Uma amostra fecal recente pode ser testada para substâncias redutoras nas fezes em caso de suspeita de intolerância à lactose. Um resultado positivo confirma o diagnóstico.

Radiografia torácica

Realizada quando houver suspeita de aspiração. A aspiração crônica pode causar pneumonia recorrente, mesmo na ausência de alguns sintomas de regurgitação ou tosse; isso acontece, particularmente, se o lactente for neurologicamente comprometido.[8][35][40]

Estudo de contraste do trato gastrointestinal superior

Usado para confirmar ou descartar anormalidades anatômicas.[35]

Avaliação videofluoroscópica da deglutição

Este exame fornece imagens dinâmicas das fases oral, faríngea e esofágica superior da deglutição.[8] Pode fornecer informações sobre a resistência e a coordenação dos músculos na orofaringe, bem como a presença e o momento da aspiração. Essa informação é útil para determinar a posição ideal de alimentação, a taxa de alimentação e a textura do alimento.

Avaliação da deglutição por endoscopia de fibra óptica com testagem sensorial (FESST)

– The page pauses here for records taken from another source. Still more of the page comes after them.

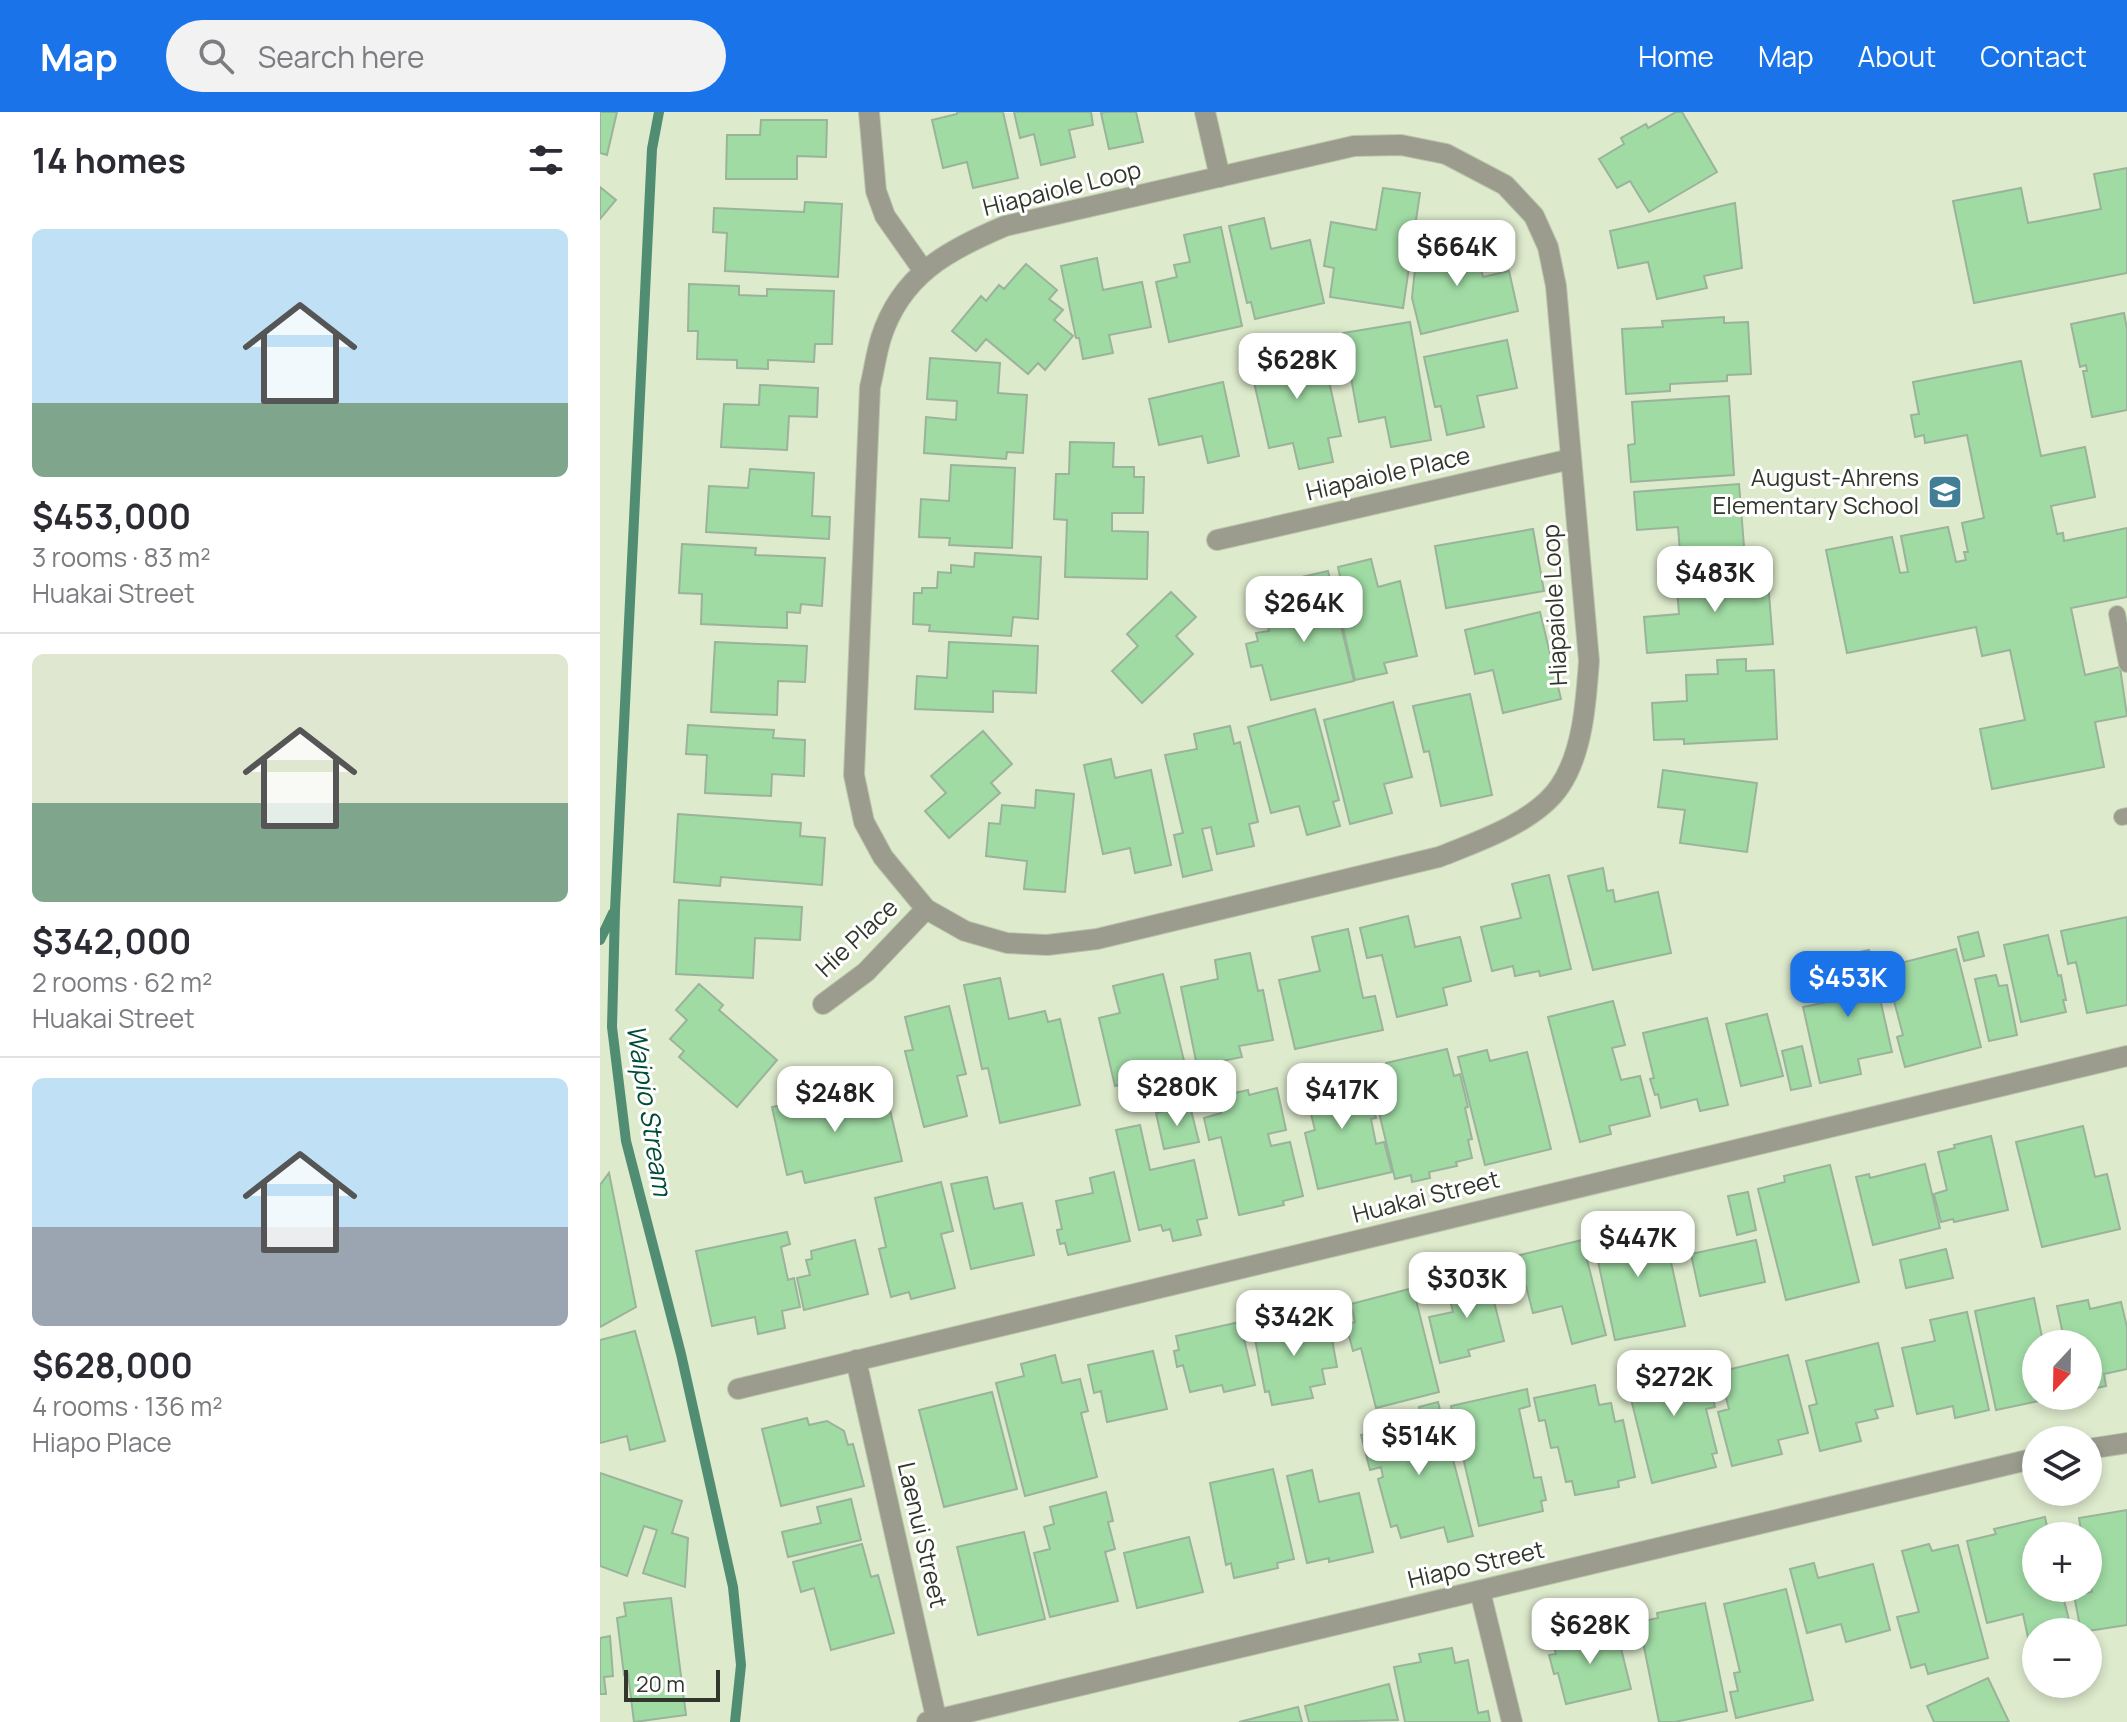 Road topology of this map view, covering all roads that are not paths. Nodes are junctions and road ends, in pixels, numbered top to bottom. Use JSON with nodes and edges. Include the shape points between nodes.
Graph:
{"nodes":[{"id":1,"x":869,"y":112,"type":"edge"},
{"id":2,"x":1205,"y":112,"type":"edge"},
{"id":3,"x":1220,"y":177,"type":"junction"},
{"id":4,"x":923,"y":270,"type":"junction"},
{"id":5,"x":1571,"y":459,"type":"junction"},
{"id":6,"x":1217,"y":540,"type":"dead end"},
{"id":7,"x":2117,"y":614,"type":"dead end"},
{"id":8,"x":2127,"y":664,"type":"edge"},
{"id":9,"x":926,"y":909,"type":"junction"},
{"id":10,"x":823,"y":1004,"type":"dead end"},
{"id":11,"x":2127,"y":1056,"type":"edge"},
{"id":12,"x":856,"y":1360,"type":"junction"},
{"id":13,"x":738,"y":1389,"type":"dead end"},
{"id":14,"x":2127,"y":1443,"type":"edge"},
{"id":15,"x":2102,"y":1447,"type":"edge"},
{"id":16,"x":2022,"y":1461,"type":"edge"},
{"id":17,"x":1480,"y":1591,"type":"junction"},
{"id":18,"x":934,"y":1721,"type":"edge"},
{"id":19,"x":1512,"y":1722,"type":"edge"}],
"edges":[{"from":1,"to":4,"type":"street","via":[[876,191],[885,216]]},
{"from":2,"to":3,"type":"street"},
{"from":3,"to":4,"type":"street","name":"Hiapaiole Loop","via":[[1005,226],[961,244]]},
{"from":3,"to":5,"type":"street","name":"Hiapaiole Loop","via":[[1354,146],[1401,145],[1446,154],[1505,185],[1534,216],[1548,247]]},
{"from":4,"to":9,"type":"street","name":"Hiapaiole Loop","via":[[899,299],[881,337],[870,387],[854,775],[864,822],[883,857]]},
{"from":5,"to":6,"type":"street","name":"Hiapaiole Place"},
{"from":5,"to":9,"type":"street","name":"Hiapaiole Loop","via":[[1589,661],[1586,707],[1577,747],[1559,787],[1528,816],[1439,857],[1097,939],[1007,943],[965,931]]},
{"from":7,"to":8,"type":"lane"},
{"from":9,"to":10,"type":"street","name":"Hie Place","via":[[866,972]]},
{"from":11,"to":12,"type":"street","name":"Huakai Street"},
{"from":12,"to":13,"type":"street","name":"Huakai Street"},
{"from":12,"to":18,"type":"street","name":"Laenui Street"},
{"from":14,"to":15,"type":"street"},
{"from":16,"to":17,"type":"street","name":"Hiapo Street"},
{"from":17,"to":18,"type":"street","name":"Hiapo Street"},
{"from":17,"to":19,"type":"street"}]}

A FESST pode ser útil para determinar a função de deglutição faríngea. Ela não fornece visualização da fase oral da deglutição porque o acesso do endoscópio é por via transnasal.[8][25] A FESST é sem radiação e geralmente é bem tolerada, podendo ser repetida se necessário. Ela é um exame altamente especializado, em geral disponível somente em centros terciários.

Endoscopia digestiva alta

O encaminhamento para endoscopia digestiva alta e biópsia deve ser considerado para as crianças com DRGE se houver aversão à alimentação e história de regurgitação.[36] Este exame pode distinguir entre a DRGE e a esofagite eosinofílica. A biópsia duodenal pode confirmar um diagnóstico de doença celíaca.

Estudo do pH esofágico de 24 horas/monitoramento combinado do pH e da impedância esofágicos

O estudo do pH esofágico ou o monitoramento combinado do pH e da impedância esofágicos podem ser úteis para correlacionar os sintomas com episódios de refluxo gastroesofágico.[35] O relato preciso dos sintomas pelos pais é crucial.[35] Os estudos do pH esofágico não conseguem detectar episódios de refluxo com pH >4.[35]

O monitoramento da impedância detecta episódios de refluxo líquido ou gasoso monitorando a dilatação do esôfago distal. Este exame deve ser considerado nos pacientes com problemas neurológicos ou neuromusculares associados, com suspeita de pneumonia por aspiração recorrente ou com apneias inexplicáveis.[36] O monitoramento da impedância pode detectar um refluxo não ácido (pH ≥4).[35] Ele pode ser particularmente útil na detecção de refluxo nos lactentes prematuros e muito pequenos cuja alimentação é frequente e o refluxo não ácido é mais comum.[15]

Outras investigações especializadas

Outros exames, como avaliação genética ou ecocardiografia, serão determinados pela síndrome clínica suspeitada. Muitos pacientes com necessidades complexas, como lactentes com fenda labial e fenda palatina terão ficado sob a análise de equipes multidisciplinares desde o nascimento.[51]